Source information:
══════

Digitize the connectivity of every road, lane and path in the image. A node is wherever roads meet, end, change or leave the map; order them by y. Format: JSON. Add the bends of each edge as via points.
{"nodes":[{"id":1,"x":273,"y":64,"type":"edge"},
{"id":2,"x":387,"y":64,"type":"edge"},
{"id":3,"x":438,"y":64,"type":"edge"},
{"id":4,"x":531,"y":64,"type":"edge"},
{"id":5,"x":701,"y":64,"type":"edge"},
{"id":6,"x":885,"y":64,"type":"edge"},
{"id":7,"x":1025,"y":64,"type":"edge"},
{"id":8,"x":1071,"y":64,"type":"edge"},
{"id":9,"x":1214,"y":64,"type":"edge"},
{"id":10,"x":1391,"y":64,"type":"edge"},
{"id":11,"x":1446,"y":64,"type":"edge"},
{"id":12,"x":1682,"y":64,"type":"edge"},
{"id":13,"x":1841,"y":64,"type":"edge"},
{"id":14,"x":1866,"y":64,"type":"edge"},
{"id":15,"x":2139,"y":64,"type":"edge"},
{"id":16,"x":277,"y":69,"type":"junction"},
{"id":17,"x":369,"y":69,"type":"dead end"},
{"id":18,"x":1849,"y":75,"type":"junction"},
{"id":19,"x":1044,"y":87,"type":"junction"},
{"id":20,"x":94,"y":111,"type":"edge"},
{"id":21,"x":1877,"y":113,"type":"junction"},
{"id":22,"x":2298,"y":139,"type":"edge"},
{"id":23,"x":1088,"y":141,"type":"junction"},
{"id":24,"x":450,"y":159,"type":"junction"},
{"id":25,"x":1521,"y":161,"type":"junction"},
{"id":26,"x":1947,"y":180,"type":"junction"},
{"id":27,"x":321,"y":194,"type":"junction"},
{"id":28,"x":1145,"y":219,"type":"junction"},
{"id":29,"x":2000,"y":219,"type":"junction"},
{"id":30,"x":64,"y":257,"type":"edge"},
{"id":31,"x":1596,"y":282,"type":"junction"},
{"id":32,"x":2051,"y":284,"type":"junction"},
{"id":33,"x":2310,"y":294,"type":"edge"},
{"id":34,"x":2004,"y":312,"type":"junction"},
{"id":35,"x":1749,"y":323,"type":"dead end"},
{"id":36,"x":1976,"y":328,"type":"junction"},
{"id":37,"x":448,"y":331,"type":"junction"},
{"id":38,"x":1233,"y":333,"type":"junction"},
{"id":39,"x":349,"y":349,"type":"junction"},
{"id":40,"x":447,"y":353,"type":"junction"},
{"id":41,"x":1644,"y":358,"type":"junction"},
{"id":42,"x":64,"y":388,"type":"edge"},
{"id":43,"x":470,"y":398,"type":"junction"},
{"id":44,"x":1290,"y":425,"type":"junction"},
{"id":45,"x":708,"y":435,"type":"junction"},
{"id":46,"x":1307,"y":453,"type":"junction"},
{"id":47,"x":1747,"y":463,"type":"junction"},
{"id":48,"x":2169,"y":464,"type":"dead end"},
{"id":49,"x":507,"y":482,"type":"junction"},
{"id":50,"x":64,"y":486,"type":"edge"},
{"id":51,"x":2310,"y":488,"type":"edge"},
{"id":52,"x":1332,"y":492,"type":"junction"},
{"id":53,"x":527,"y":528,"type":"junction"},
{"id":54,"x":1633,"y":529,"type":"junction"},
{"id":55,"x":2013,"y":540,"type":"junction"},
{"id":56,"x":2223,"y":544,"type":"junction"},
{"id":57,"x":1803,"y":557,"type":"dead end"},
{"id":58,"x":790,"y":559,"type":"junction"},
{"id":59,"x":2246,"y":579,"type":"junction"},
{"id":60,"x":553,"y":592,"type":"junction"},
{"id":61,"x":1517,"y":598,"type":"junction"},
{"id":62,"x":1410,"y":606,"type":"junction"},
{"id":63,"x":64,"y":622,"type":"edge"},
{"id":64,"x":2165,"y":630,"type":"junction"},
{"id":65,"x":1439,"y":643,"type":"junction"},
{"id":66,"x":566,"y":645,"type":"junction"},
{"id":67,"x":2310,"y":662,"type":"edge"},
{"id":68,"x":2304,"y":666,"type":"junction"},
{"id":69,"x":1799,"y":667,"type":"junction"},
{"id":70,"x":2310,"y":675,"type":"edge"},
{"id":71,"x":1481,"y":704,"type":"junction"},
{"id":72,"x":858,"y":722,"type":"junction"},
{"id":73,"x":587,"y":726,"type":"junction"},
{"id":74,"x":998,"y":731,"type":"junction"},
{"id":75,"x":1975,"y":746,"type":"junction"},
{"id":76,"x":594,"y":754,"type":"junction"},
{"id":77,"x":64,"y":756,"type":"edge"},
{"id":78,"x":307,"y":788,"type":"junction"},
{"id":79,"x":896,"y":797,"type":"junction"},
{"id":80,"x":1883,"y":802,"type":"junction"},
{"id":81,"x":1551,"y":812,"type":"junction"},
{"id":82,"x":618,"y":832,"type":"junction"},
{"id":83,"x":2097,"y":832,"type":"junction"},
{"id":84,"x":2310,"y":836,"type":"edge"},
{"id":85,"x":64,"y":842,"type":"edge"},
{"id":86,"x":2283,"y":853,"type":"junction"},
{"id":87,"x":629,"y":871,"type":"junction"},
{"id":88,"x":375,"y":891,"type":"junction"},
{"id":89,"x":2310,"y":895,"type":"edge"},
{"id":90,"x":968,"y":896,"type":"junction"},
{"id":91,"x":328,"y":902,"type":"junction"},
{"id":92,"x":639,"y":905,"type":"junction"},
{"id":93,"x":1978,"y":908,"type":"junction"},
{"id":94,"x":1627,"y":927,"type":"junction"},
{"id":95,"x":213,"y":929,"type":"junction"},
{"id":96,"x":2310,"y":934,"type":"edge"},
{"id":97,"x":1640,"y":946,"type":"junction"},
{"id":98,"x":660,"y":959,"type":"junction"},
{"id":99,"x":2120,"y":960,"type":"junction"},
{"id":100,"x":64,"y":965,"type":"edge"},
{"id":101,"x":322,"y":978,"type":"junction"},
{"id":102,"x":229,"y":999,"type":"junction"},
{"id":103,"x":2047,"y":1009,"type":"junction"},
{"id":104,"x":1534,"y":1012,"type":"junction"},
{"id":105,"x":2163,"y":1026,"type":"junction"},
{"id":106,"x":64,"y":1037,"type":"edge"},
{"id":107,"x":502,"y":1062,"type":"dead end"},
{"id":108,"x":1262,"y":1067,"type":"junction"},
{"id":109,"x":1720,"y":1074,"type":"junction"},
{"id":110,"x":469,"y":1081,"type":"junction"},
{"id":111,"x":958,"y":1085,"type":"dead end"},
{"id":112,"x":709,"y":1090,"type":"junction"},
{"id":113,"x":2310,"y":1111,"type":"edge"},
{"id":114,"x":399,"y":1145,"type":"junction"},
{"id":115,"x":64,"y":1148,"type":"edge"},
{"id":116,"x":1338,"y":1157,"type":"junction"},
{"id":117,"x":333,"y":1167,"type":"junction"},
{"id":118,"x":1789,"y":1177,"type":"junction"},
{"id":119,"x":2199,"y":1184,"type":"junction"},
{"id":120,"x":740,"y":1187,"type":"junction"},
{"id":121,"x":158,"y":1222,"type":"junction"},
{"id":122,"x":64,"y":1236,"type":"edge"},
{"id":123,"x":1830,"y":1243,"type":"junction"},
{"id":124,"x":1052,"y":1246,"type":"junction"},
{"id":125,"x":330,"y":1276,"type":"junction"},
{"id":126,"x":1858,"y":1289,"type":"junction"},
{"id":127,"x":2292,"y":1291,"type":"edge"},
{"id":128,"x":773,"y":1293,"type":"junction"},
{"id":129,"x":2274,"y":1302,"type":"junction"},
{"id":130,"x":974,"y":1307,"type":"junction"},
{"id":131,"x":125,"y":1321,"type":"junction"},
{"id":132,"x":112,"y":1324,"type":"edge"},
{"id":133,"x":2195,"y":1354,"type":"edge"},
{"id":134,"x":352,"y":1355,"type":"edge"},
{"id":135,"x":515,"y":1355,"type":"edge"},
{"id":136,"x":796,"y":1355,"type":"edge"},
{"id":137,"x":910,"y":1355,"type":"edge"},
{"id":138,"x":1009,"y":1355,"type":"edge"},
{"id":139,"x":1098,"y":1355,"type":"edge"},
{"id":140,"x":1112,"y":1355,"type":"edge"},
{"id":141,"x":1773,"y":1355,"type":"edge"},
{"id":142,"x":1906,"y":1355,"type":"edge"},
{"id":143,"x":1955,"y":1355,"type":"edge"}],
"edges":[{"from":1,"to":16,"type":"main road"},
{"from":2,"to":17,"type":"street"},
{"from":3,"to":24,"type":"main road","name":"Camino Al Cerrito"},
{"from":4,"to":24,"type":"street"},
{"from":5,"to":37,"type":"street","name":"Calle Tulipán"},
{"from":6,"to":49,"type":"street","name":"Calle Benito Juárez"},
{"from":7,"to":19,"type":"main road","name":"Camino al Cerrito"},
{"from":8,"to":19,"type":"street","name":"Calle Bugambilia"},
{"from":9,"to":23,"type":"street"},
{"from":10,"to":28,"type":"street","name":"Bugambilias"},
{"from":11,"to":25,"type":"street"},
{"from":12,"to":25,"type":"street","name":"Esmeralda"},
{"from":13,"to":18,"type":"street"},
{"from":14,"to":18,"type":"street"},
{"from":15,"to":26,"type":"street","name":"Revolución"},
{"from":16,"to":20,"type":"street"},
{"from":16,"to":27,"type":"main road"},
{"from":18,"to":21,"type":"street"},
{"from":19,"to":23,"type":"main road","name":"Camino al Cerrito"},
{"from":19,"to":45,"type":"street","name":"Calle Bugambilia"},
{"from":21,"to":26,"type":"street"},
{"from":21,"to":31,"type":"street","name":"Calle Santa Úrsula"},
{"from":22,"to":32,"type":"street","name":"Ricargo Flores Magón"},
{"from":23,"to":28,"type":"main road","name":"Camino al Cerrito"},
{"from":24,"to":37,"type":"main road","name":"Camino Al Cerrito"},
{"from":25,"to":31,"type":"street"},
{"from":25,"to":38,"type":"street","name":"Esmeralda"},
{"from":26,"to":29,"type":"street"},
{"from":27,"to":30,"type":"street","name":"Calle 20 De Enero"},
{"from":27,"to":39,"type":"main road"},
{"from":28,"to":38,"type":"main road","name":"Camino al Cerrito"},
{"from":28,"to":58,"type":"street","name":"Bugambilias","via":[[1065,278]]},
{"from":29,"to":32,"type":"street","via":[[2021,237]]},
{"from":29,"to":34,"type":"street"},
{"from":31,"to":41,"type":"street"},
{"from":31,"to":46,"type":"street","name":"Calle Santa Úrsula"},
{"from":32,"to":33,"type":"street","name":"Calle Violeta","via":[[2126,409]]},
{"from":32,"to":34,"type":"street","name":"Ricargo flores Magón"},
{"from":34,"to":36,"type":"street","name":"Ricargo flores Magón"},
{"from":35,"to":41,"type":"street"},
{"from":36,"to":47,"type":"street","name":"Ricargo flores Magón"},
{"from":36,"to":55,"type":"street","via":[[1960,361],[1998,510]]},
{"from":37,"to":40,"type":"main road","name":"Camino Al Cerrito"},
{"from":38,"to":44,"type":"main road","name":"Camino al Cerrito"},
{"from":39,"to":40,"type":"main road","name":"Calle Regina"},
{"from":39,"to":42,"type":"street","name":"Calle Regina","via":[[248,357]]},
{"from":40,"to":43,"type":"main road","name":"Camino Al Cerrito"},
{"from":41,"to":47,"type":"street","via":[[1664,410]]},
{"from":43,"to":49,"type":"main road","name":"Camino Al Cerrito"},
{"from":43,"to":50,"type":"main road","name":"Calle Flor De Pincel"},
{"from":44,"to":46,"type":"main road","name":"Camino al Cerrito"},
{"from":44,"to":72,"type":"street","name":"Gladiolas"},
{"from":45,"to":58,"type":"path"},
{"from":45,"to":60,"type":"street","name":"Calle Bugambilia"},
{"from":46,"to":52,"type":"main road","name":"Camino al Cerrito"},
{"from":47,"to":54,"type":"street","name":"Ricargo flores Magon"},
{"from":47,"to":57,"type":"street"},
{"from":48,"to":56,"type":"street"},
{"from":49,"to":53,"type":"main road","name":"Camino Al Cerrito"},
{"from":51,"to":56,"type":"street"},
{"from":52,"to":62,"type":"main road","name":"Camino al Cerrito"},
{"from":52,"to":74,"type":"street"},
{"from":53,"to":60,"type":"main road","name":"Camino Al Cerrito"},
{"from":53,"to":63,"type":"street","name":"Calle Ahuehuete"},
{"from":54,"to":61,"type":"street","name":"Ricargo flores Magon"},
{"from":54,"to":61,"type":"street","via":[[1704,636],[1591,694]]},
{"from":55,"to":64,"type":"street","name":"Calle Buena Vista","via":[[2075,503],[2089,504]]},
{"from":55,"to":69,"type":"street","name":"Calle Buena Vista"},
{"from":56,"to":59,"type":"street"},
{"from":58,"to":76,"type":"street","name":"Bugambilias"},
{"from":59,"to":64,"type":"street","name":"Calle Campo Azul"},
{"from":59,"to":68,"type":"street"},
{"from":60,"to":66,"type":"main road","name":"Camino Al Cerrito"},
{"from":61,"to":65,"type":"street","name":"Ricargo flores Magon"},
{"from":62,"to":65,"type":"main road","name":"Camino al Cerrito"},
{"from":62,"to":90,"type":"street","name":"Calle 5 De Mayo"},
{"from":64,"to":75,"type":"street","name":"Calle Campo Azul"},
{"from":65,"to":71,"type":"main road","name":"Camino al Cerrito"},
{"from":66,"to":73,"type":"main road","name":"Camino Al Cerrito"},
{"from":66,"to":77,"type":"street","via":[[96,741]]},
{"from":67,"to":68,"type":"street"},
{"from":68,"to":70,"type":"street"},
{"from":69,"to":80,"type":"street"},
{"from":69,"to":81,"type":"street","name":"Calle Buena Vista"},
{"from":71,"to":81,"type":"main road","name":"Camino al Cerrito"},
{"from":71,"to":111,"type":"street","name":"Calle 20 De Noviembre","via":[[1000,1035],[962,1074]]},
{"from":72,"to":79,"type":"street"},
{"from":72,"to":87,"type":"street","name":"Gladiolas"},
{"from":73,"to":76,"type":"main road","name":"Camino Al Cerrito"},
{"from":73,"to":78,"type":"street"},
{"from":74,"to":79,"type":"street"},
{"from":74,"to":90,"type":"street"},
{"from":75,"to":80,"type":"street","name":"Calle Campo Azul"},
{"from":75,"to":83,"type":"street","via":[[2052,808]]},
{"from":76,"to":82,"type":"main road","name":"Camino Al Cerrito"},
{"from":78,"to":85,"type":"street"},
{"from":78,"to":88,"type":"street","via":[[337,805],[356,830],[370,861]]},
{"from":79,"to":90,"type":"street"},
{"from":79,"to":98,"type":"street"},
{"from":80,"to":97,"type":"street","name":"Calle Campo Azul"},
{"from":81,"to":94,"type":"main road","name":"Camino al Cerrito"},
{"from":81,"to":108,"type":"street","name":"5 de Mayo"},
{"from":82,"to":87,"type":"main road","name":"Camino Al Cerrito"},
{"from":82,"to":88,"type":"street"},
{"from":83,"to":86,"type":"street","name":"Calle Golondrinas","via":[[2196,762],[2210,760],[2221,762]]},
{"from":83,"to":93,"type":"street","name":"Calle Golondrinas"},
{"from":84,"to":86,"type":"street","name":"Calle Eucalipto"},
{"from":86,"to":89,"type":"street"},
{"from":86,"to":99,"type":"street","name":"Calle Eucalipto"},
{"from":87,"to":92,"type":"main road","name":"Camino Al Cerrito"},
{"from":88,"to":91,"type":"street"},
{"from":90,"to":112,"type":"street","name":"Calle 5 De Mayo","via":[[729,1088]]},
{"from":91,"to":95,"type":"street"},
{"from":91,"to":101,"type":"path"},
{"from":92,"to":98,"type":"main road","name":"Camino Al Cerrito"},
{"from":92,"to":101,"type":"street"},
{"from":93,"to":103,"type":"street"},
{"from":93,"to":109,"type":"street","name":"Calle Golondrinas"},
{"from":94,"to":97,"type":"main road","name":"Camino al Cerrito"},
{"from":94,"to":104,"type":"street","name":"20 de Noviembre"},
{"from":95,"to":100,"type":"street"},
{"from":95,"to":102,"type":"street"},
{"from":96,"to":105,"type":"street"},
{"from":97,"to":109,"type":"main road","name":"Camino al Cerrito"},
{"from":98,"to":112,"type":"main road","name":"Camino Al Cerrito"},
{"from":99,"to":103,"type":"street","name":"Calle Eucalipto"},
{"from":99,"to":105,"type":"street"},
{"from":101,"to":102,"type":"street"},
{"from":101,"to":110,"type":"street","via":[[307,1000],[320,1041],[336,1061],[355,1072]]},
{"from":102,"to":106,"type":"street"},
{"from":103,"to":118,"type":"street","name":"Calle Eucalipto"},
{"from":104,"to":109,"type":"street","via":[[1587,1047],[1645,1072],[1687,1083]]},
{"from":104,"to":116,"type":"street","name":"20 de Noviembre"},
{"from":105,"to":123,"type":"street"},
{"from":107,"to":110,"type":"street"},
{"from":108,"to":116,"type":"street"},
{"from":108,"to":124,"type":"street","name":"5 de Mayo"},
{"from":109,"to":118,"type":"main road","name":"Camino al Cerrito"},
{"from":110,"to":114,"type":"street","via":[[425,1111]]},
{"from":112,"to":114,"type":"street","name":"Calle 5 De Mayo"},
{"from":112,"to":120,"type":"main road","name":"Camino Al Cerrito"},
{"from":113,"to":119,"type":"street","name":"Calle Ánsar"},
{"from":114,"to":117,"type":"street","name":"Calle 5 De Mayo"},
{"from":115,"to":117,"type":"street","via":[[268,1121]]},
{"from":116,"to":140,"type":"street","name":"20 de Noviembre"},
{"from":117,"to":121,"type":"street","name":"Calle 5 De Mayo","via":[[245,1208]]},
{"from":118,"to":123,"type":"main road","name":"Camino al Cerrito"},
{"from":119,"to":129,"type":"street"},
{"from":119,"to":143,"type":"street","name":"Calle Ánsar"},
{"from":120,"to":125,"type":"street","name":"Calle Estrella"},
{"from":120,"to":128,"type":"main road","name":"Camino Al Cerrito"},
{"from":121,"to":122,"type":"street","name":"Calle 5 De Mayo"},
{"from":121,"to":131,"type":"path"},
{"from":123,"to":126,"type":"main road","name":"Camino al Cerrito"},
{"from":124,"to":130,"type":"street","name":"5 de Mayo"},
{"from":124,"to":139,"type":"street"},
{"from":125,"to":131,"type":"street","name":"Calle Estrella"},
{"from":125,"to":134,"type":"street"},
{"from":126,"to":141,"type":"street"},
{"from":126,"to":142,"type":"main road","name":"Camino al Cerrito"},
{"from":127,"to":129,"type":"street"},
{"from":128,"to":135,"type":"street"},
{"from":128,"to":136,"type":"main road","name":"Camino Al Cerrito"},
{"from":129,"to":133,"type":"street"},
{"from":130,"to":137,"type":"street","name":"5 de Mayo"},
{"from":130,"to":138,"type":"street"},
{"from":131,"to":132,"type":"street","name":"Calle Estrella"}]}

══════

Required work: All the lines that hold the word "Vista" must appear in the answer, copied from the records.

Expected answer:
{"from":55,"to":64,"type":"street","name":"Calle Buena Vista","via":[[2075,503],[2089,504]]},
{"from":55,"to":69,"type":"street","name":"Calle Buena Vista"},
{"from":69,"to":81,"type":"street","name":"Calle Buena Vista"},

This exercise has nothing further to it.